Telvin Hüsn-ü Hat Sahaf Şiir
Anasayfa > Adnan İslamoğulları > İhânetin iki fotoğrafı…

İhânetin iki fotoğrafı…



İki ihânet fotoğrafının ilki geçen hafta düştü medyaya. Yayınlanması ‘Adâlet Bakanlığı’nın iznine tâbi olduğunun yazılmasından bir kaç ün sonra BDP’liler tarafından paylaşıldı…


Elinden akan bebek kanlarıyla son elli yılın en büyük kan gölünün ortasında oturan, binlerce askerimizin, binlerce polisimizin, yüzlerce öğretmenimizin kanını emen bir terörün başı APO’nun sırıtan fotoğrafıydı ilk fotoğraf...


İmralı’da çekilmişti…


AKP’nin yürüttüğü ‘açılım süreci’yle İmralı’da yattığı hücresi dünyaya açılan bir ofise dönüşen katil APO’nun kendisini ziyâret eden BDP’lilerin objektifine sırıttığı fotoğraf…

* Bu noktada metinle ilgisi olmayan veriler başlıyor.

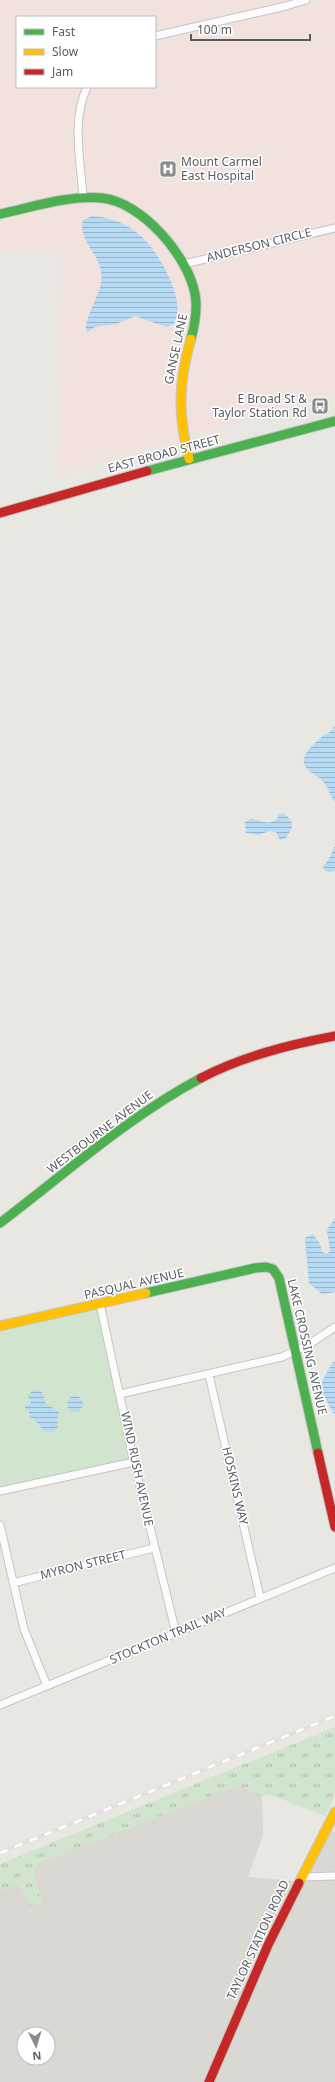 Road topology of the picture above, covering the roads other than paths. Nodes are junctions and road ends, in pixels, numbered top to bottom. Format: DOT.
graph roads {
  1 [pos="306,0"];
  2 [pos="156,36"];
  3 [pos="87,88"];
  4 [pos="83,198"];
  5 [pos="0,214"];
  6 [pos="335,228"];
  7 [pos="184,264"];
  8 [pos="335,421"];
  9 [pos="189,460"];
  10 [pos="0,513"];
  11 [pos="335,1036"];
  12 [pos="0,1223"];
  13 [pos="273,1269"];
  14 [pos="100,1304"];
  15 [pos="0,1326"];
  16 [pos="335,1327"];
  17 [pos="296,1351"];
  18 [pos="209,1374"];
  19 [pos="120,1394"];
  20 [pos="134,1462"];
  21 [pos="0,1491"];
  22 [pos="0,1525"];
  23 [pos="335,1527"];
  24 [pos="154,1548"];
  25 [pos="335,1568"];
  26 [pos="13,1583"];
  27 [pos="260,1597"];
  28 [pos="176,1633"];
  29 [pos="47,1686"];
  30 [pos="0,1705"];
  31 [pos="335,1812"];
  32 [pos="335,1876"];
  33 [pos="302,1877"];
  34 [pos="209,2082"];
  1 -- 2 [label="street"];
  3 -- 4 [label="street"];
  4 -- 5 [label="main road, GANSE LANE"];
  4 -- 7 [label="main road, GANSE LANE"];
  6 -- 7 [label="street, ANDERSON CIRCLE"];
  7 -- 9 [label="main road, GANSE LANE"];
  8 -- 9 [label="main road, EAST BROAD STREET"];
  9 -- 10 [label="main road, EAST BROAD STREET"];
  11 -- 12 [label="main road, WESTBOURNE AVENUE"];
  13 -- 14 [label="main road, PASQUAL AVENUE"];
  13 -- 17 [label="main road, LAKE CROSSING AVENUE"];
  14 -- 15 [label="main road, PASQUAL AVENUE"];
  14 -- 19 [label="street, WIND RUSH AVENUE"];
  16 -- 17 [label="street"];
  17 -- 18 [label="street"];
  17 -- 23 [label="main road, LAKE CROSSING AVENUE"];
  18 -- 19 [label="street"];
  18 -- 27 [label="street, HOSKINS WAY"];
  19 -- 20 [label="street, WIND RUSH AVENUE"];
  20 -- 21 [label="street"];
  20 -- 24 [label="street, WIND RUSH AVENUE"];
  22 -- 26 [label="street"];
  24 -- 26 [label="street, MYRON STREET"];
  24 -- 28 [label="street, WIND RUSH AVENUE"];
  25 -- 27 [label="street, STOCKTON TRAIL WAY"];
  26 -- 29 [label="street"];
  27 -- 28 [label="street, STOCKTON TRAIL WAY"];
  28 -- 29 [label="street, STOCKTON TRAIL WAY"];
  29 -- 30 [label="street, STOCKTON TRAIL WAY"];
  31 -- 33 [label="main road, TAYLOR STATION ROAD"];
  32 -- 33 [label="street"];
  33 -- 34 [label="main road, TAYLOR STATION ROAD"];
}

O fotoğraf ve o sırıtış, şehitlerimizin kanı ve aziz hâtıraları üzerine düşmüş bir büyük leke, bir büyük hakâret bir büyük ihânetin fotoğrafıdır; o lekenin, o hakâretin ve ihânetin hâmisi bizzat AKP iktidârı ve içindeki ırkçı Kürt lobisidir…


O fotoğraf ve o sırıtış, devletin hükümranlığının, güvenliğinin, birliğinin, bağımsızlığının, güvenliğinin üzerine terör, cinâyet ve kan ile kazanılmış bir zafer hissinin yansıdığı bir zillettir, bu zilletin hâmisi de AKP iktidârıdır…

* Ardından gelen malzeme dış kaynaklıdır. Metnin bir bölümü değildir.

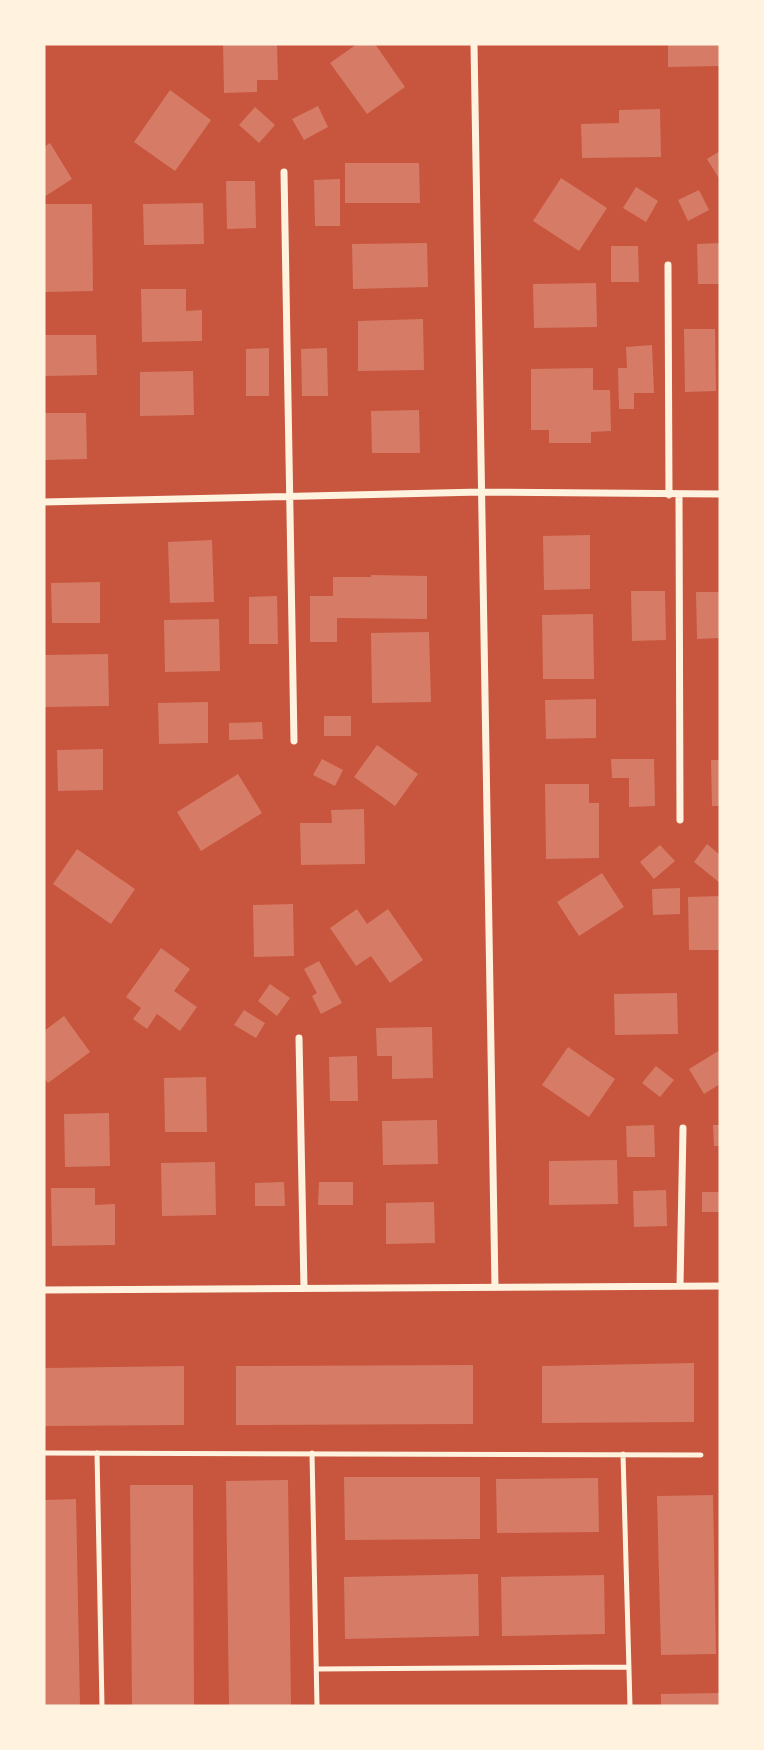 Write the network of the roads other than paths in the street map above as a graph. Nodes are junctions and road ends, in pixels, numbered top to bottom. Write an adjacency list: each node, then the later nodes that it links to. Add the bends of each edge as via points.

O fotoğraf ve o sırıtış, henüz yirmi yaşındaki evlâtlarını şehit veren anne babaların şehitlerinin albayrağa sarılı tabutları başında dudaklarından dökülen “vatan sağolsun” cümlesinin anlamını yitirdiği fotoğraftır, “vatan sağolsun” iki kelimelik bir metânet ve bir adanmışlık destânıdır, bu destânı neredeyse pişmanlığa dönüştürecek olan açılım süreci isimli ‘sinsi ve hileli barışın’ hâmisi AKP iktidârıdır…


O fotoğraf ve o fotoğraftaki kanlı sırıtış, binlerce cinâyet ile, binlerce insanın ölümüyle edinilmiş bir konforun sırıtışıdır, o konforun hâmisi AKP iktidârıdır…

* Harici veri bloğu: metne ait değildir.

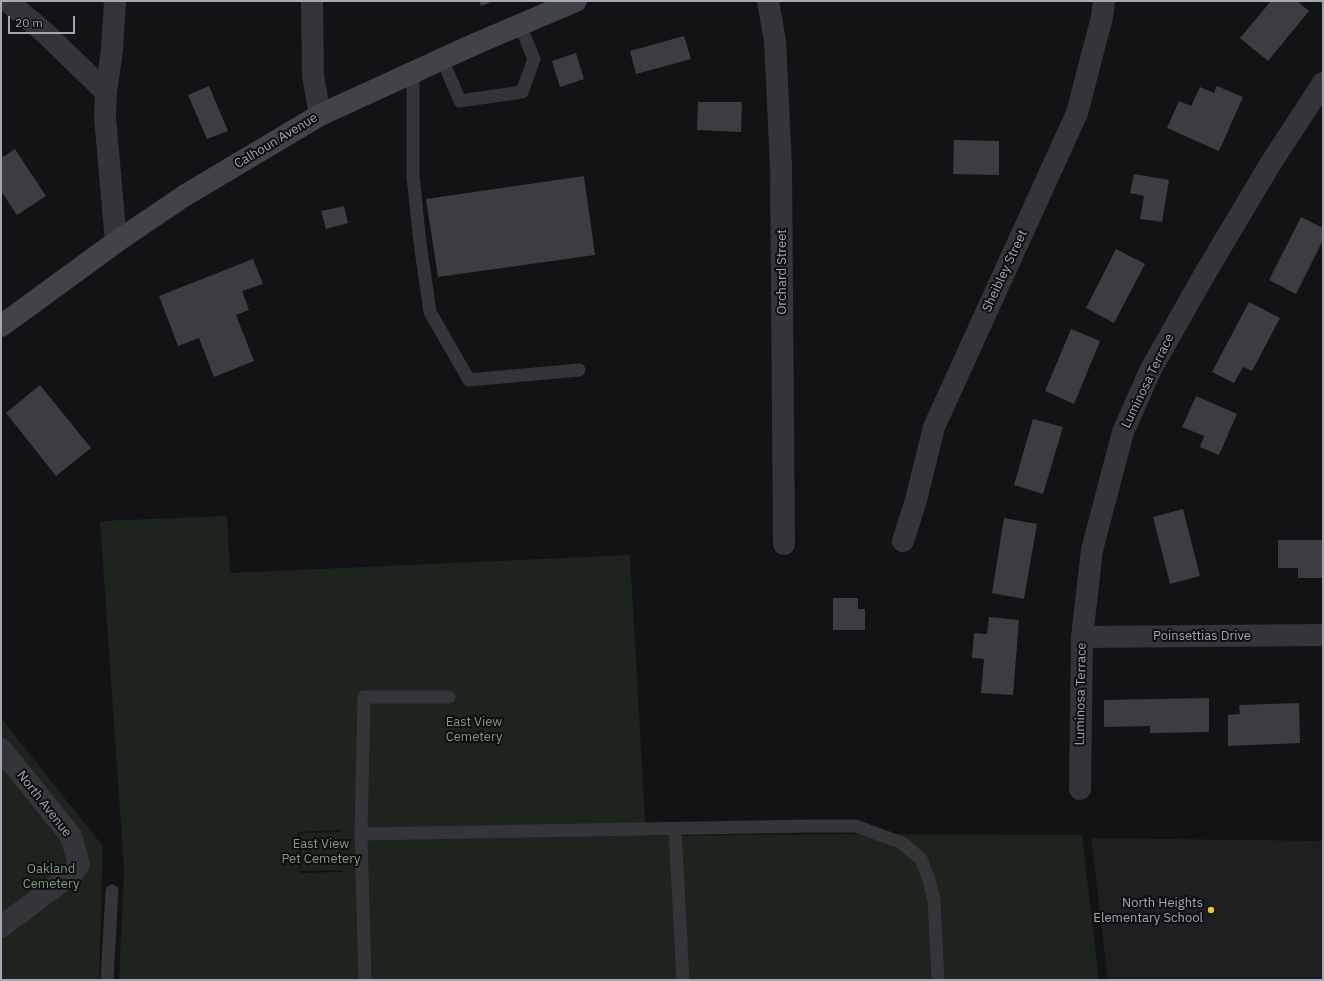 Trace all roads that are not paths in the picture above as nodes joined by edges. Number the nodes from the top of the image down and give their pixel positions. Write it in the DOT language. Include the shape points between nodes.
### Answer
graph roads {
  1 [pos="7,1"];
  2 [pos="114,1"];
  3 [pos="312,1"];
  4 [pos="576,1"];
  5 [pos="768,1"];
  6 [pos="1104,1"];
  7 [pos="520,25"];
  8 [pos="442,59"];
  9 [pos="413,72"];
  10 [pos="1323,83"];
  11 [pos="106,92"];
  12 [pos="320,115"];
  13 [pos="116,242"];
  14 [pos="1,326"];
  15 [pos="579,370"];
  16 [pos="903,541"];
  17 [pos="784,544"];
  18 [pos="1323,636"];
  19 [pos="1082,637"];
  20 [pos="449,697"];
  21 [pos="1,750"];
  22 [pos="1080,789"];
  23 [pos="675,828"];
  24 [pos="361,834"];
  25 [pos="112,891"];
  26 [pos="1,927"];
  27 [pos="108,980"];
  28 [pos="365,980"];
  29 [pos="683,980"];
  30 [pos="938,980"];
  1 -- 11 [label="street" via="43,31"];
  2 -- 11 [label="street" via="112,50"];
  3 -- 12 [label="street" via="313,76"];
  4 -- 7 [label="street, Calhoun Avenue"];
  5 -- 17 [label="street, Orchard Street" via="775,41 781,166"];
  6 -- 16 [label="street, Sheibley Street" via="1077,113 934,427"];
  7 -- 8 [label="street, Calhoun Avenue"];
  7 -- 8 [label="lane" via="534,59 522,92 460,101"];
  8 -- 9 [label="street, Calhoun Avenue"];
  9 -- 12 [label="street, Calhoun Avenue"];
  9 -- 15 [label="lane" via="413,176 430,312 469,380"];
  10 -- 19 [label="street, Luminosa Terrace" via="1202,277 1151,369 1122,432 1092,550"];
  11 -- 13 [label="street" via="105,116"];
  12 -- 13 [label="street, Calhoun Avenue" via="184,196"];
  13 -- 14 [label="street, Calhoun Avenue"];
  18 -- 19 [label="street, Poinsettias Drive"];
  19 -- 22 [label="street, Luminosa Terrace"];
  20 -- 24 [label="lane" via="364,697"];
  21 -- 26 [label="street, North Avenue" via="71,836 79,864 73,873"];
  23 -- 24 [label="lane"];
  23 -- 29 [label="lane"];
  23 -- 30 [label="lane" via="856,826 902,843 921,859 929,880 934,900"];
  24 -- 28 [label="lane"];
  25 -- 27 [label="lane"];
}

İkinci fotoğraf henüz yeni, bir-iki gün evvel düştü gündeme…


Sınırlardaki birliklere asker götüren askerî konvoyun Beytüşşebap’ta yolun iki tarafına dizilmiş BDP’lilerin PKK paçavraları ve zafer işâretleri arasından geçişini gösteren fotoğraftı…


O fotoğraf, güvenlik politikalarını rafa kaldıran ve yerine ‘açılım süreci’ adı altında ülkenin bir bölümünü terör örgütünün hâkimiyetine terk eden AKP iktidârının devlet albümüne bıraktığı bir utanç fotoğrafıdır…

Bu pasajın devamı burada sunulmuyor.